▸ Work to complete
The answer should be one number, the count of lines in the data with "main".

[Items from a data source]
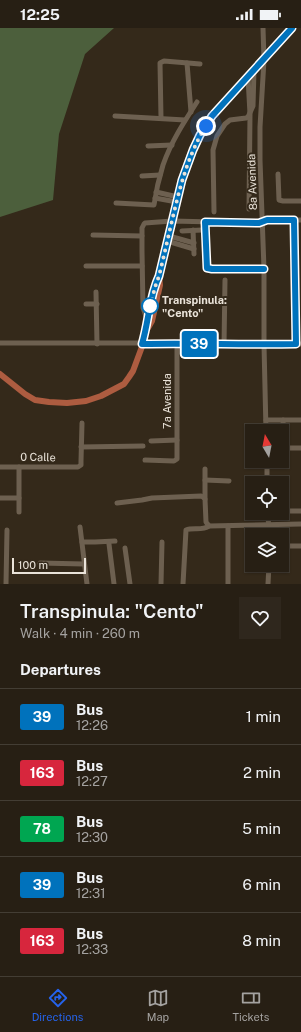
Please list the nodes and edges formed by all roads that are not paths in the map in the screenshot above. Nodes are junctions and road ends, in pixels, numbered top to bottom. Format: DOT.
graph roads {
  1 [pos="263,28"];
  2 [pos="292,28"];
  3 [pos="264,60"];
  4 [pos="187,63"];
  5 [pos="200,64"];
  6 [pos="254,70"];
  7 [pos="248,77"];
  8 [pos="198,102"];
  9 [pos="190,112"];
  10 [pos="250,114"];
  11 [pos="115,116"];
  12 [pos="161,118"];
  13 [pos="185,120"];
  14 [pos="172,145"];
  15 [pos="148,146"];
  16 [pos="278,174"];
  17 [pos="160,175"];
  18 [pos="142,176"];
  19 [pos="156,195"];
  20 [pos="177,200"];
  21 [pos="301,201"];
  22 [pos="116,203"];
  23 [pos="250,209"];
  24 [pos="214,212"];
  25 [pos="294,220"];
  26 [pos="301,220"];
  27 [pos="172,221"];
  28 [pos="263,221"];
  29 [pos="205,222"];
  30 [pos="193,230"];
  31 [pos="202,230"];
  32 [pos="182,231"];
  33 [pos="93,235"];
  34 [pos="142,236"];
  35 [pos="168,239"];
  36 [pos="86,266"];
  37 [pos="142,266"];
  38 [pos="264,269"];
  39 [pos="159,276"];
  40 [pos="225,280"];
  41 [pos="96,292"];
  42 [pos="86,304"];
  43 [pos="97,304"];
  44 [pos="147,320"];
  45 [pos="146,331"];
  46 [pos="0,343"];
  47 [pos="177,343"];
  48 [pos="97,344"];
  49 [pos="142,344"];
  50 [pos="298,344"];
  51 [pos="224,345"];
  52 [pos="264,345"];
  53 [pos="0,374"];
  54 [pos="266,420"];
  55 [pos="283,420"];
  56 [pos="301,420"];
  57 [pos="82,423"];
  58 [pos="266,424"];
  59 [pos="177,440"];
  60 [pos="150,441"];
  61 [pos="143,446"];
  62 [pos="81,447"];
  63 [pos="301,448"];
  64 [pos="145,460"];
  65 [pos="0,467"];
  66 [pos="19,467"];
  67 [pos="205,469"];
  68 [pos="205,480"];
  69 [pos="229,481"];
  70 [pos="0,498"];
  71 [pos="19,498"];
  72 [pos="205,499"];
  73 [pos="117,503"];
  74 [pos="289,511"];
  75 [pos="301,511"];
  76 [pos="19,512"];
  77 [pos="268,520"];
  78 [pos="301,524"];
  79 [pos="268,525"];
  80 [pos="209,526"];
  81 [pos="228,526"];
  82 [pos="80,527"];
  83 [pos="268,528"];
  84 [pos="7,530"];
  85 [pos="115,540"];
  86 [pos="82,542"];
  87 [pos="162,542"];
  88 [pos="109,544"];
  89 [pos="289,546"];
  90 [pos="301,546"];
  91 [pos="125,548"];
  92 [pos="40,563"];
  93 [pos="84,564"];
  94 [pos="268,572"];
  95 [pos="6,584"];
  96 [pos="87,584"];
  97 [pos="114,584"];
  98 [pos="130,584"];
  99 [pos="160,584"];
  100 [pos="183,584"];
  101 [pos="228,584"];
  102 [pos="268,584"];
  1 -- 3 [label="street, 8a Avenida"];
  2 -- 3 [label="main road"];
  3 -- 6 [label="main road"];
  3 -- 28 [label="street, 8a Avenida"];
  4 -- 5 [label="street"];
  4 -- 9 [label="street"];
  4 -- 12 [label="street"];
  6 -- 7 [label="main road"];
  6 -- 10 [label="street"];
  7 -- 10 [label="street"];
  7 -- 20 [label="main road"];
  8 -- 9 [label="street"];
  9 -- 13 [label="street"];
  10 -- 23 [label="street"];
  10 -- 24 [label="street"];
  11 -- 12 [label="street"];
  12 -- 13 [label="street"];
  13 -- 14 [label="street"];
  14 -- 15 [label="street"];
  14 -- 17 [label="street"];
  16 -- 21 [label="street"];
  17 -- 18 [label="street"];
  17 -- 19 [label="street"];
  19 -- 20 [label="street"];
  19 -- 22 [label="street"];
  20 -- 27 [label="main road"];
  25 -- 26 [label="street"];
  25 -- 28 [label="street"];
  25 -- 50 [label="street"];
  27 -- 29 [label="street"];
  27 -- 34 [label="street"];
  27 -- 35 [label="main road"];
  28 -- 29 [label="street"];
  28 -- 38 [label="street, 8a Avenida"];
  29 -- 38 [label="street"];
  30 -- 31 [label="street"];
  30 -- 32 [label="street"];
  30 -- 35 [label="street"];
  33 -- 34 [label="street"];
  34 -- 37 [label="street"];
  35 -- 39 [label="main road"];
  36 -- 37 [label="street"];
  37 -- 44 [label="street"];
  38 -- 52 [label="street, 8a Avenida"];
  39 -- 44 [label="main road"];
  39 -- 45 [label="main road"];
  40 -- 51 [label="street"];
  41 -- 43 [label="street"];
  42 -- 43 [label="street"];
  43 -- 48 [label="street"];
  44 -- 45 [label="main road"];
  45 -- 49 [label="main road"];
  46 -- 48 [label="street"];
  47 -- 49 [label="street"];
  47 -- 51 [label="street"];
  47 -- 59 [label="street, 7a Avenida"];
  48 -- 49 [label="street"];
  49 -- 53 [label="main road"];
  50 -- 52 [label="street"];
  51 -- 52 [label="street"];
  52 -- 54 [label="street, 8a Avenida"];
  54 -- 55 [label="street"];
  54 -- 58 [label="street, 8a Avenida"];
  55 -- 56 [label="street"];
  55 -- 63 [label="street"];
  57 -- 62 [label="street"];
  59 -- 60 [label="street"];
  59 -- 64 [label="street, 7a Avenida"];
  61 -- 62 [label="street"];
  62 -- 66 [label="street, 0 Calle"];
  65 -- 66 [label="street, 0 Calle"];
  66 -- 71 [label="street"];
  67 -- 68 [label="street"];
  68 -- 69 [label="street"];
  68 -- 72 [label="street"];
  70 -- 71 [label="street"];
  71 -- 76 [label="street"];
  72 -- 73 [label="street"];
  72 -- 80 [label="street"];
  74 -- 75 [label="street"];
  77 -- 79 [label="street"];
  78 -- 79 [label="street"];
  79 -- 81 [label="street"];
  79 -- 83 [label="street"];
  80 -- 81 [label="street"];
  80 -- 100 [label="street"];
  81 -- 101 [label="street"];
  82 -- 86 [label="street"];
  84 -- 95 [label="street"];
  85 -- 86 [label="street"];
  86 -- 93 [label="street"];
  87 -- 99 [label="street"];
  88 -- 97 [label="street"];
  89 -- 90 [label="street"];
  91 -- 98 [label="street"];
  92 -- 93 [label="street"];
  93 -- 96 [label="street"];
  94 -- 102 [label="street"];
}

▸ Answer below
12